In early 2014, Siddall and his family would face heartbreak in the loss of his son Kevin who passed away at the age of 13 from a battle with non-Hodgkin lymphoma. Kevin’s memory continues to live on in the Windsor community with the Kevin Siddall Invitational Bantam Baseball Tournament which raises awareness for non-Hodgkin’s Lymphoma and proceeds go to support Childcan, W.E. Care for Kids, and the Ronald McDonald House. To this date as per their website, they have raised over $88,000 since they began the tournament.

After Kevin’s passing, Joe would get an opportunity in the form of a condolence message. It was an e-mail from Blue Jays Radio legend Jerry Howarth. Jerry had learned of the tragic events through Hall of Fame writer Bob Elliott and e-mailed Joe to share his condolences. Joe replied in the bottom of his e-mail something to the effect of “ Maybe I’ll see you in the booth someday” From there the rest was history.

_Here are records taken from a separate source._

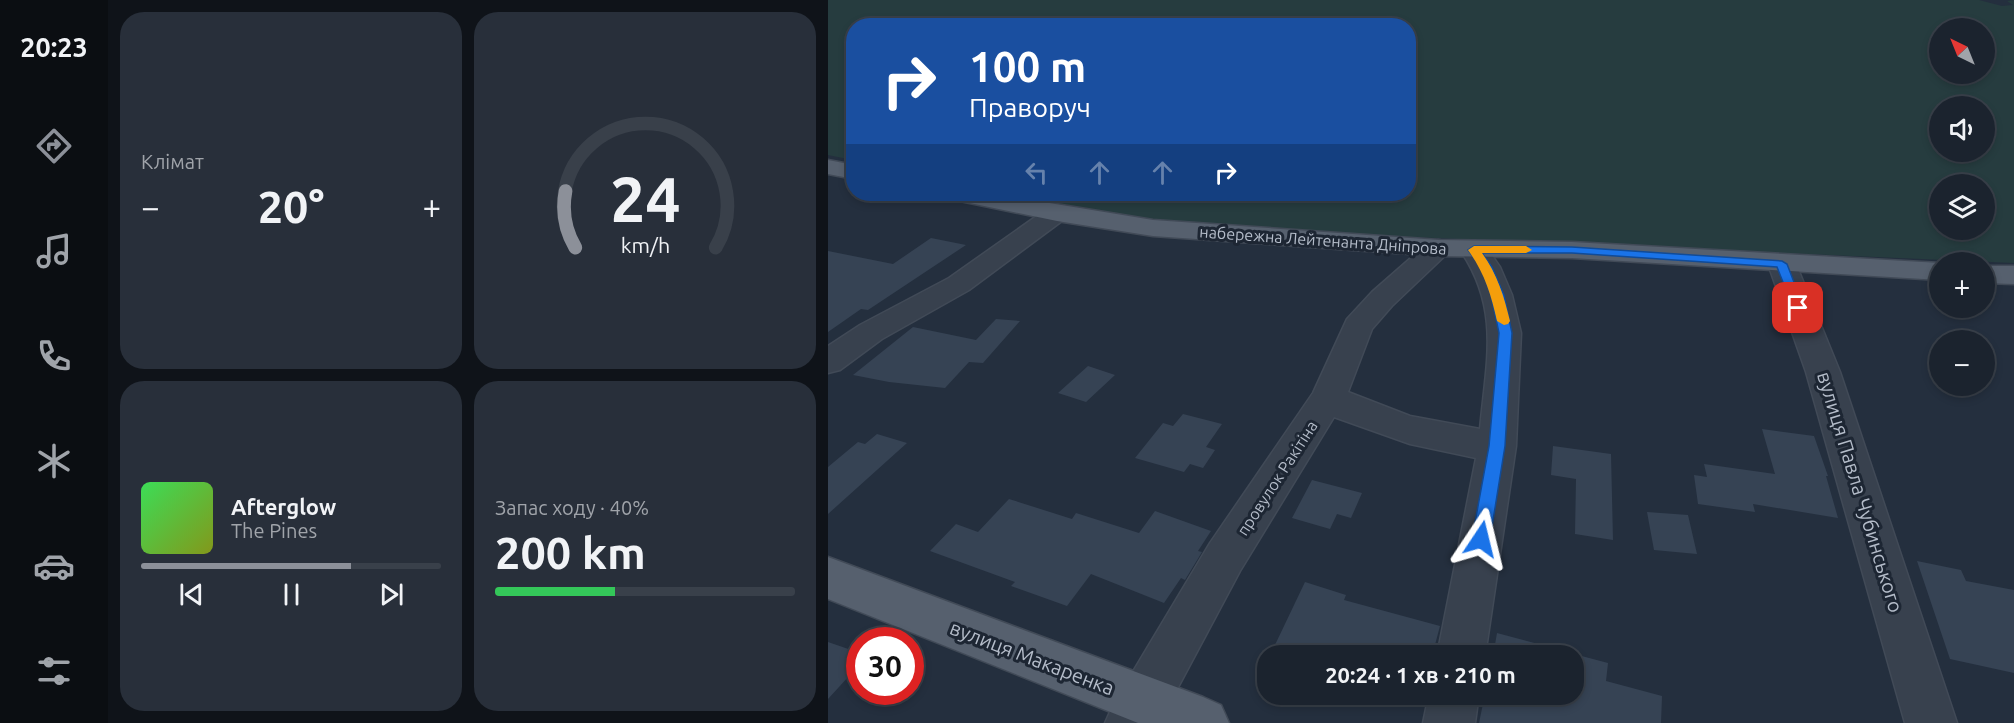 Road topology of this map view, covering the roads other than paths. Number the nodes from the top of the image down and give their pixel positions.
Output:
1 (828, 167) edge
2 (846, 170) edge
3 (996, 201) edge
4 (1057, 213) junction
5 (1456, 249) junction
6 (1782, 264) junction
7 (1929, 271) edge
8 (1995, 274) edge
9 (2014, 275) edge
10 (828, 362) edge
11 (1328, 398) junction
12 (1497, 446) junction
13 (828, 578) edge
14 (1463, 645) edge
15 (1452, 705) edge
16 (1137, 712) edge
17 (1203, 723) edge
18 (1449, 723) edge
19 (1931, 723) edge

1 - 2 main road
3 - 4 main road, набережна Лейтенанта Дніпрова
4 - 5 main road, набережна Лейтенанта Дніпрова
4 - 10 street
5 - 6 main road, набережна Лейтенанта Дніпрова
5 - 11 street, провулок Ракітіна
5 - 12 street
6 - 7 main road, набережна Лейтенанта Дніпрова
6 - 19 street, вулиця Павла Чубинського
8 - 9 main road
11 - 12 street
11 - 16 street, провулок Ракітіна
12 - 14 street
13 - 16 main road, вулиця Макаренка
15 - 18 street
16 - 17 main road, вулиця Макаренка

Siddall would join Jerry in the radio booth from the 2014 to 2017 seasons. Many of Siddall’s colleagues were blown away at how quickly he caught on to the broadcasting business. One of the things that I was pleasantly surprised with was how Joe didn’t make his commentary about himself. He wasn’t one of those” back in my day” analysts.

After Gregg Zaun departed, Siddall would take over as the analyst of Blue Jays Central and he quickly started to win fans over with his analysis. It’s not personal, it’s just how he sees the game. His demos have become popular with many Blue Jays viewers, the offensive ones he credits to his son Brett who played professionally in the Oakland Athletics system.

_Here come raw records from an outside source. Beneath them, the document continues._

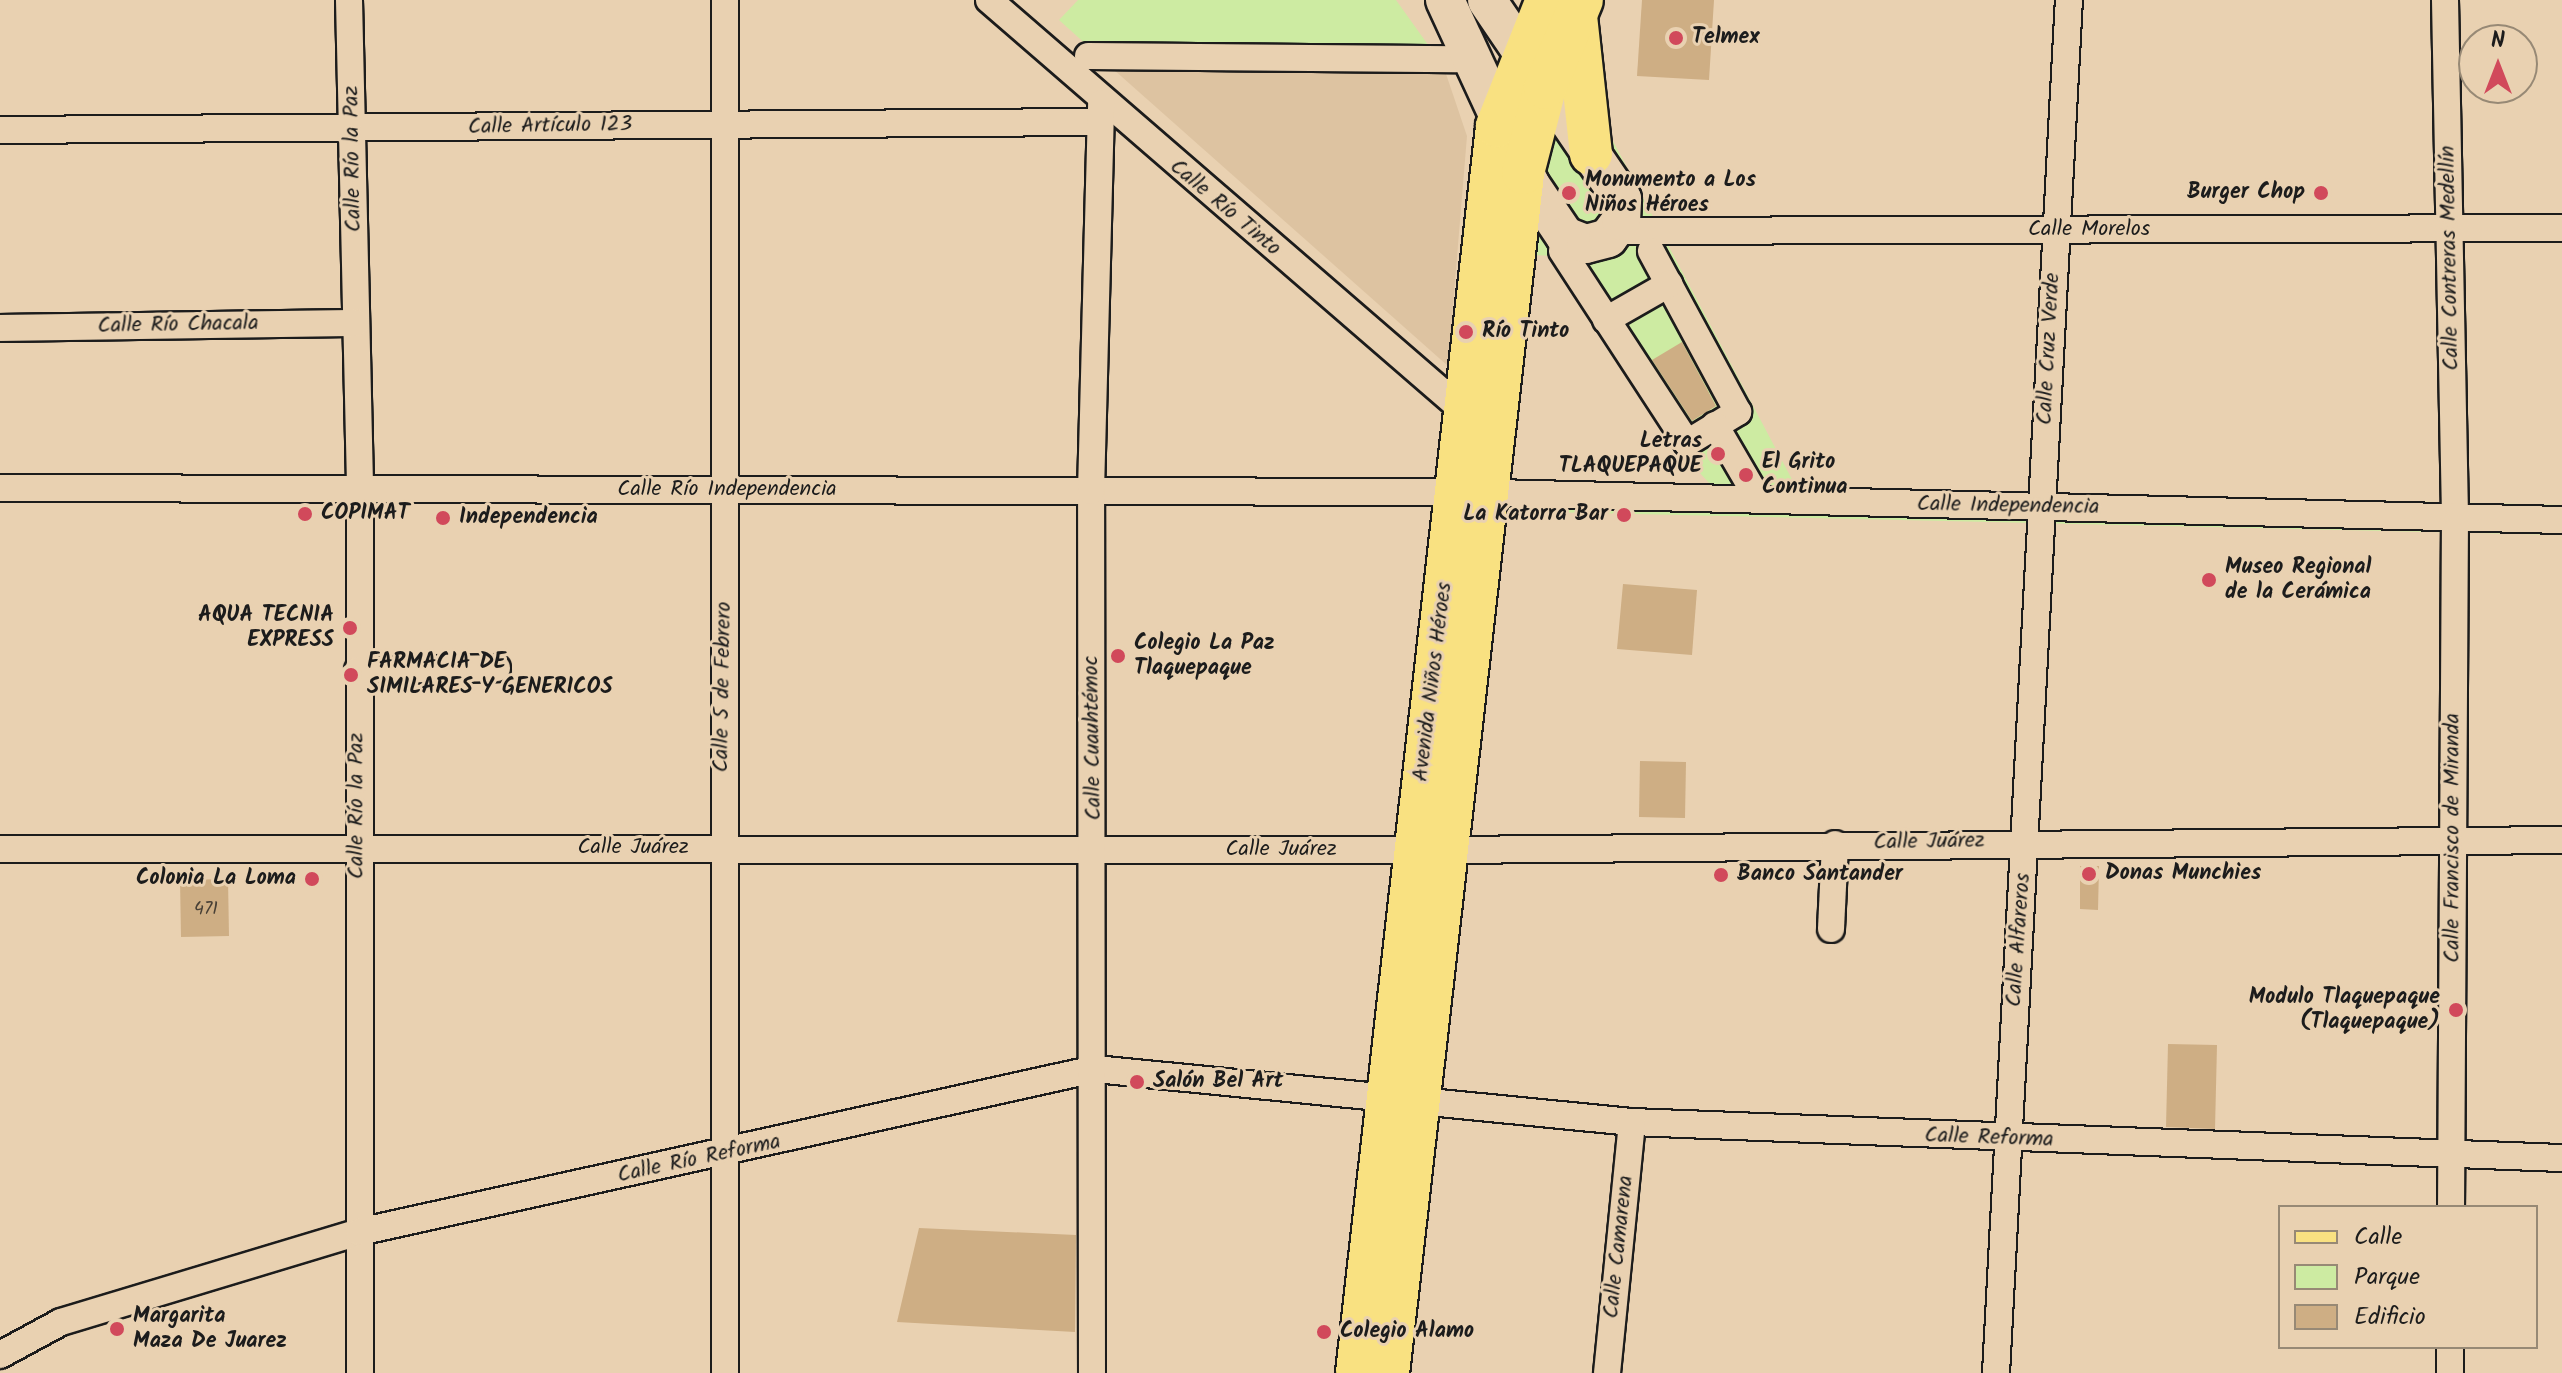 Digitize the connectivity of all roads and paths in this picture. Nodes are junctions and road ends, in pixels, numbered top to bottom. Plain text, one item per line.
1 (349, 0) edge
2 (725, 0) edge
3 (989, 0) edge
4 (1445, 0) edge
5 (1487, 0) edge
6 (2069, 0) edge
7 (2445, 0) edge
8 (1568, 4) edge
9 (1522, 50) junction
10 (1088, 56) dead end
11 (1456, 59) dead end
12 (1545, 88) junction
13 (1100, 112) junction
14 (725, 125) junction
15 (1497, 126) junction
16 (353, 128) junction
17 (0, 130) edge
18 (1591, 154) junction
19 (1523, 173) junction
20 (2449, 228) junction
21 (2562, 228) edge
22 (2056, 230) junction
23 (1616, 231) junction
24 (1562, 251) dead end
25 (1651, 251) dead end
26 (1669, 284) junction
27 (1606, 320) junction
28 (356, 323) junction
29 (0, 328) edge
30 (1464, 411) junction
31 (1715, 425) junction
32 (0, 488) edge
33 (360, 489) junction
34 (726, 490) junction
35 (1091, 491) junction
36 (1470, 492) junction
37 (1758, 499) junction
38 (2039, 506) junction
39 (2455, 516) junction
40 (2562, 520) edge
41 (497, 668) dead end
42 (358, 670) junction
43 (2453, 840) junction
44 (2562, 840) edge
45 (2025, 841) junction
46 (1835, 844) junction
47 (721, 848) junction
48 (0, 849) edge
49 (356, 849) junction
50 (1095, 850) junction
51 (1429, 850) junction
52 (1831, 929) dead end
53 (1095, 1069) junction
54 (1401, 1100) junction
55 (1632, 1122) junction
56 (2005, 1139) junction
57 (724, 1155) junction
58 (2451, 1156) junction
59 (2562, 1158) edge
60 (2451, 1205) edge
61 (359, 1232) junction
62 (2450, 1349) edge
63 (0, 1355) edge
64 (360, 1373) edge
65 (725, 1373) edge
66 (1092, 1373) edge
67 (1357, 1373) edge
68 (1388, 1373) edge
69 (1607, 1373) edge
70 (1996, 1373) edge
71 (2450, 1373) edge

1 - 16 street, Calle Río la Paz
2 - 14 street, Calle 5 de Febrero
3 - 13 street, Calle Río Tinto
4 - 15 main road
5 - 9 main road
6 - 22 street, Calle Cruz Verde
7 - 20 street, Calle Contreras Medellín
8 - 9 main road, Avenida Niños Héroes
8 - 12 main road, Avenida Niños Héroes
8 - 18 main road
9 - 12 main road
9 - 15 main road, Avenida Niños Héroes
10 - 11 street
12 - 18 main road
12 - 19 main road, Avenida Niños Héroes
13 - 14 street, Calle Artículo 123
13 - 30 street, Calle Río Tinto
13 - 35 street, Calle Cuauhtémoc
14 - 16 street, Calle Artículo 123
14 - 34 street, Calle 5 de Febrero
15 - 19 main road
15 - 30 main road, Avenida Niños Héroes
16 - 17 street, Calle Artículo 123
16 - 28 street, Calle Río la Paz
18 - 23 main road
19 - 23 main road
19 - 36 main road, Avenida Niños Héroes
20 - 21 street, Calle Morelos
20 - 22 street, Calle Morelos
20 - 39 street, Calle Contreras Medellín
22 - 23 street, Calle Morelos
22 - 38 street, Calle Cruz Verde
24 - 27 street
25 - 26 street
26 - 27 street
26 - 31 street
27 - 31 street
28 - 29 street, Calle Río Chacala
28 - 33 street, Calle Río la Paz
30 - 36 main road, Avenida Niños Héroes
31 - 37 street
32 - 33 street, Calle Río Independencia
33 - 34 street, Calle Río Independencia
33 - 42 street, Calle Río la Paz
34 - 35 street, Calle Río Independencia
34 - 47 street, Calle 5 de Febrero
35 - 36 street, Calle Río Independencia
35 - 50 street, Calle Cuauhtémoc
36 - 37 street, Calle Independencia
36 - 51 main road, Avenida Niños Héroes
37 - 38 street, Calle Independencia
38 - 39 street, Calle Independencia
38 - 45 street, Calle Alfareros
39 - 40 street, Calle Independencia
39 - 43 street, Calle Francisco de Miranda
41 - 42 street
42 - 49 street, Calle Río la Paz
43 - 44 street, Calle Juárez
43 - 45 street, Calle Juárez
43 - 58 street, Calle Francisco de Miranda
45 - 46 street, Calle Juárez
45 - 56 street, Calle Alfareros
46 - 51 street, Calle Juárez
46 - 52 street
47 - 49 street, Calle Juárez
47 - 50 street, Calle Juárez
47 - 57 street, Calle 5 de Febrero
48 - 49 street, Calle Juárez
49 - 61 street, Calle Río la Paz
50 - 51 street, Calle Juárez
50 - 53 street, Calle Cuauhtémoc
51 - 54 main road, Avenida Niños Héroes
53 - 54 street, Calle Río Reforma
53 - 57 street, Calle Río Reforma
53 - 66 street, Calle Cuauhtémoc
54 - 55 street, Calle Reforma
54 - 67 main road, Avenida Niños Héroes
54 - 68 main road, Avenida Niños Héroes
55 - 56 street, Calle Reforma
55 - 69 street, Calle Camarena
56 - 58 street, Calle Reforma
56 - 70 street, Calle Alfareros
57 - 61 street, Calle Río Reforma
57 - 65 street, Calle 5 de Febrero
58 - 59 street, Calle Reforma
58 - 60 street, Calle Francisco de Miranda
61 - 63 street, Calle Río Reforma
61 - 64 street, Calle Río la Paz
62 - 71 street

Siddall as the Blue Jays Manager?

So back to the start of the article, why should the Blue Jays consider Joe Siddall as a manager if he applies?

Siddall in my opinion has on-field credibility playing in the big leagues and paying his dues through his numerous years in the upper levels of the Minor Leagues. He was a catcher and understands the value of working with human beings and trying to get the best result out of them.

As we have witnessed over the past eight years, Siddall is a very quick study. He has excelled as a broadcaster no matter what position he has been put in: studio analyst, radio voice or television analyst.

When Siddall explains the game to viewers, he does a phenomenal job at not only being concise but he keeps it clear and simple. If you are a baseball player with all of the analytics being thrown at you on a daily basis you are craving clear and simple communication. Think of one of the first demonstrations Joe did on Bo Bichette’s two-strike approach. Siddall had no more then five minutes to talk about what made Bichette successful with two strikes. It was the removal of the leg kick and the toe tap that led to Bo’s success. Clear, concise and simple communication as demonstrated is another reason that Joe could be a solid manager.

Players are also looking to work with someone they know and they are comfortable with. Maybe Girardi and Maddon would be too much of a distraction for the players? Maybe Cesar Martin and Luis Hurtado aren’t ready yet? Siddall could leverage the relationship that he has built with the players to try and get he best out of them. He’s had a birdseye view for the last eight seasons and could utilize his knowledge of the players to put them in the best position possible.

Siddall has admitted that he doesn’t know everything. As I mentioned earlier, he acknowledges his son Brett when it comes to sharing his hitting demos. This would create a solid environment for coaches that want to come to Toronto. You would have a manager that would work with you and potentially stay out of your way to work with the players.

Lastly, Siddall understands that ball players are human beings and would be a solid support system for his players if they required it.

Next. Jays: How is Jordan Groshans doing since being traded to the Marlins?. dark

Siddall is very humble he would not make the game about him; he is also very loved by the fan base. He is Canadian after all. We’ve seen Buck Martinez and Aaron Boone transition from the booth to be a manager. Would it be that crazy to see it happen one more time?